**Data under study:**
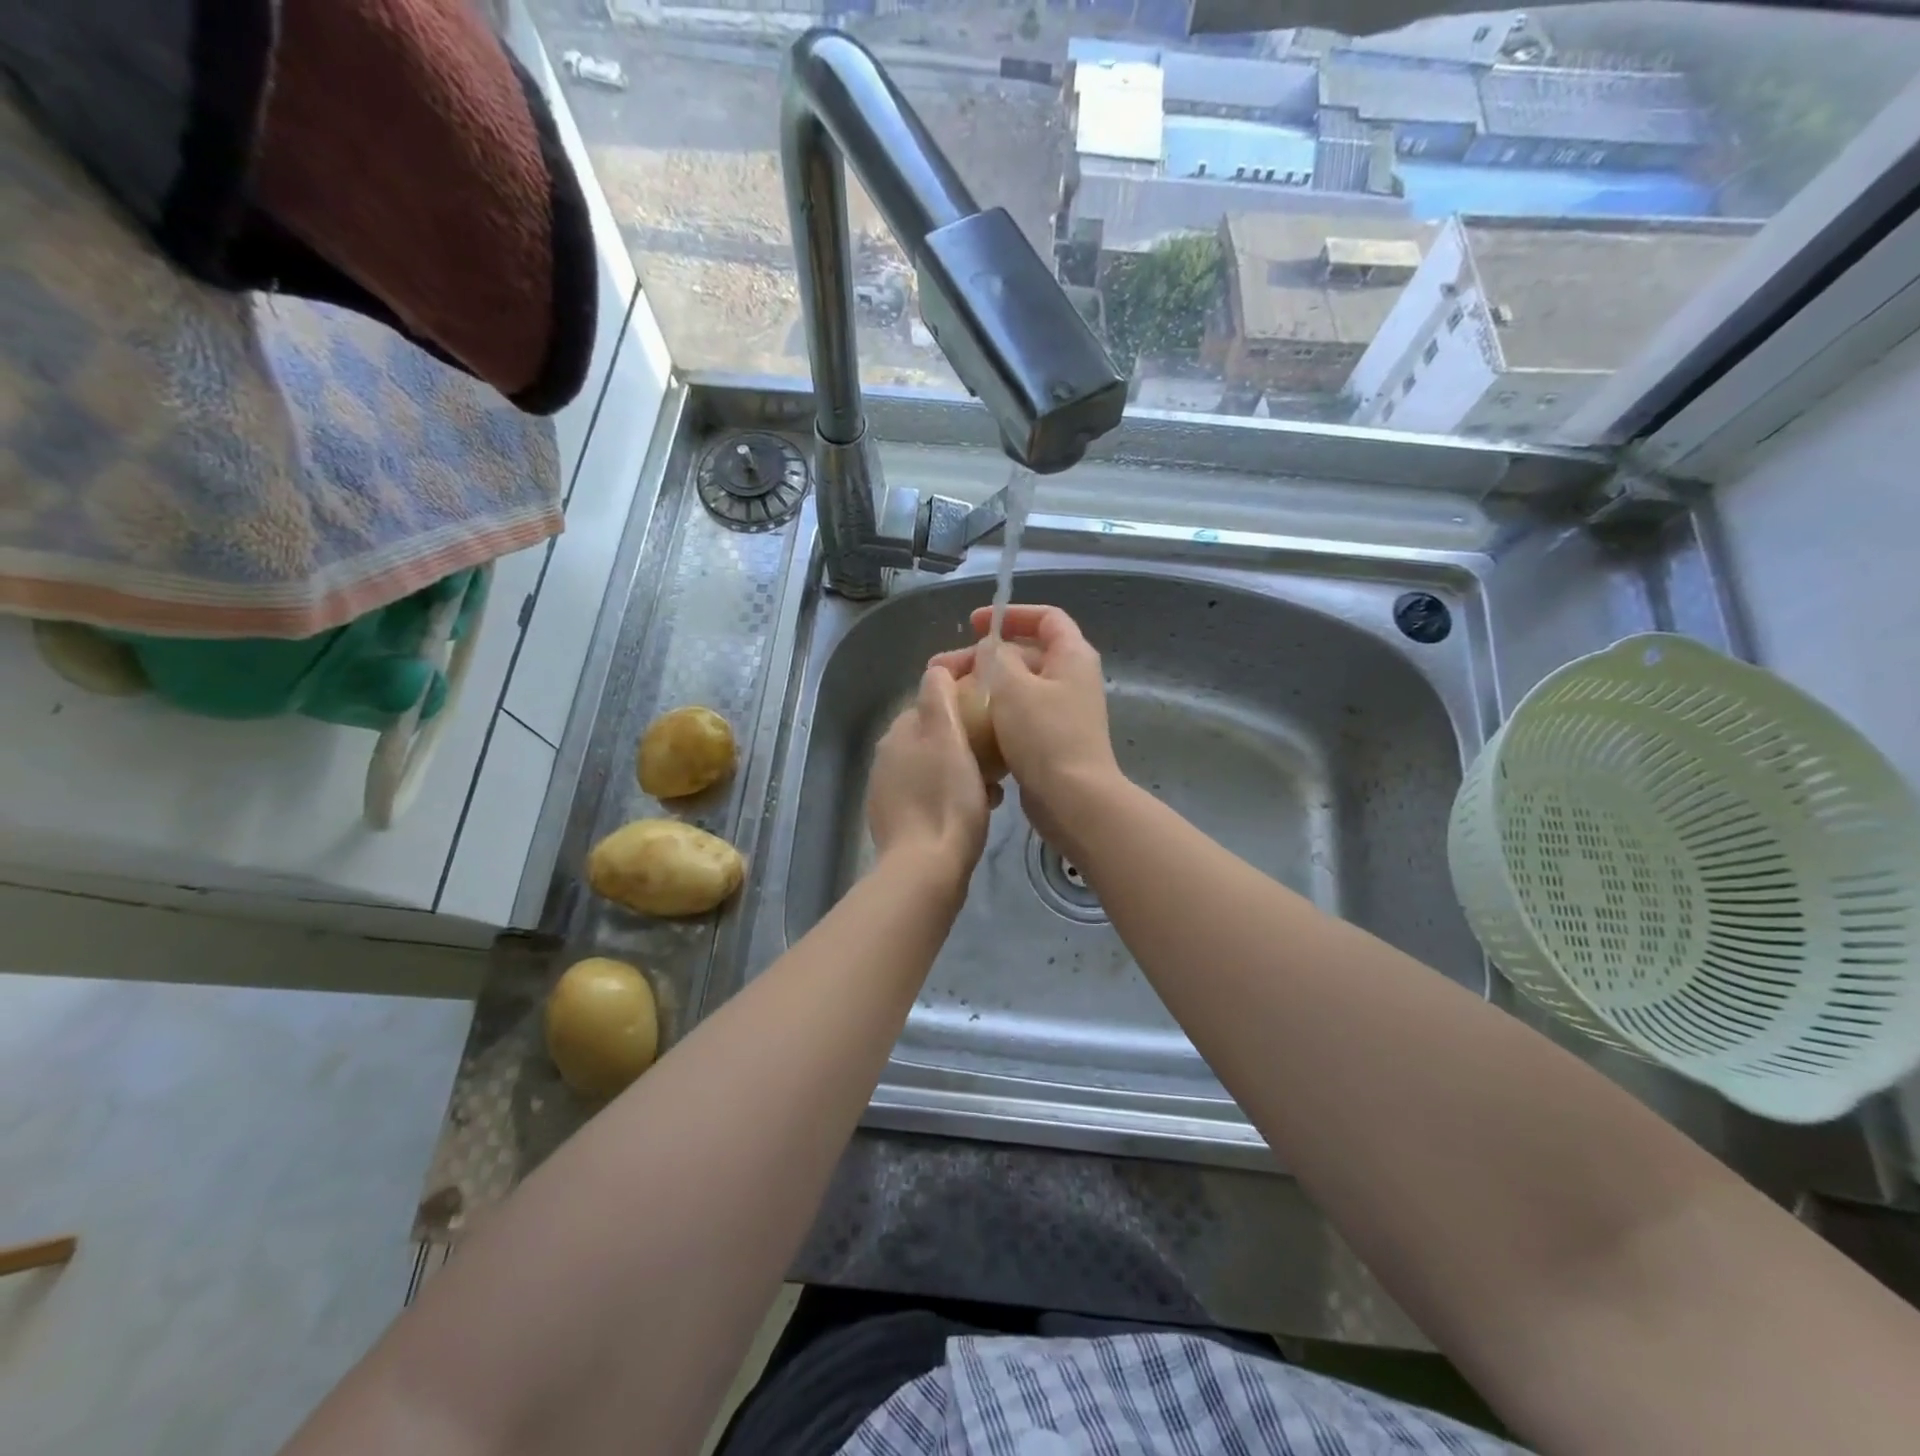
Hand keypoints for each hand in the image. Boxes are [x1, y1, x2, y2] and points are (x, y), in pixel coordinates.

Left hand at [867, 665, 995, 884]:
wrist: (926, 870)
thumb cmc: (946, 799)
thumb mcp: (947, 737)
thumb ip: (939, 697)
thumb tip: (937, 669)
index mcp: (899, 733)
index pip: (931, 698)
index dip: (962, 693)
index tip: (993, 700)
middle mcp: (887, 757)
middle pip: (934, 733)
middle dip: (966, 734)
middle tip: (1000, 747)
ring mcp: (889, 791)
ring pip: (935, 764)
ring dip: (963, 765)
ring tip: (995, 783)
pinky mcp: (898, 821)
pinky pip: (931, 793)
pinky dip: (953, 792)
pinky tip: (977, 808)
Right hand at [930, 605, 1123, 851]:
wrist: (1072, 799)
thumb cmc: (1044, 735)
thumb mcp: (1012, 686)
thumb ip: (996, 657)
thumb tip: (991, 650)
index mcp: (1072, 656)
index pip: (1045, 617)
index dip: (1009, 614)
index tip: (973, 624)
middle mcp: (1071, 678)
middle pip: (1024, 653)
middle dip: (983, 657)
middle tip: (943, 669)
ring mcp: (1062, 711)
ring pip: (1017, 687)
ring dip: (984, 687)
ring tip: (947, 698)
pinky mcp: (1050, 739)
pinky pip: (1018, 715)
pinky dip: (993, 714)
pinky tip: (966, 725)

**What is required:**
When you retype the listing above, keep each line exactly as written and drop the pictures.

**Reply:**
Hand keypoints for each hand in the image. Boxes are [x1, y1, x2, y2] and points are (x, y), in pixel coordinates.

Left hand at [867, 665, 995, 884]:
wrist: (926, 870)
thumb cmc: (946, 799)
thumb mcp: (947, 737)
thumb ip: (939, 697)
thumb tip: (937, 669)
index mcp: (899, 733)
index pip: (931, 698)
index dip: (962, 693)
index tip: (993, 700)
middle mcp: (887, 757)
middle pip: (934, 733)
middle dip: (966, 734)
middle tip: (1000, 747)
ring mcp: (889, 791)
ring pip: (935, 764)
ring dip: (963, 765)
ring tip: (995, 783)
pinky mcp: (898, 821)
pinky pip: (931, 793)
pinky dip: (953, 792)
pinky tip: (977, 808)
Right hand at [930, 605, 1123, 851]:
wrist: (1072, 799)
thumb cmc: (1044, 735)
thumb mcp: (1012, 686)
thumb ip: (996, 657)
thumb tip: (991, 650)
index mcp: (1072, 656)
index pip: (1045, 617)
index dip: (1009, 614)
index tip: (973, 624)
middle mcp: (1071, 678)
middle pip: (1024, 653)
middle dip: (983, 657)
middle tip: (943, 669)
ring mcp: (1062, 711)
ring pip: (1017, 687)
ring dip: (984, 687)
ring tip: (947, 698)
pinky mcp: (1050, 739)
pinky pip: (1018, 715)
pinky dip: (993, 714)
pinky tip: (966, 725)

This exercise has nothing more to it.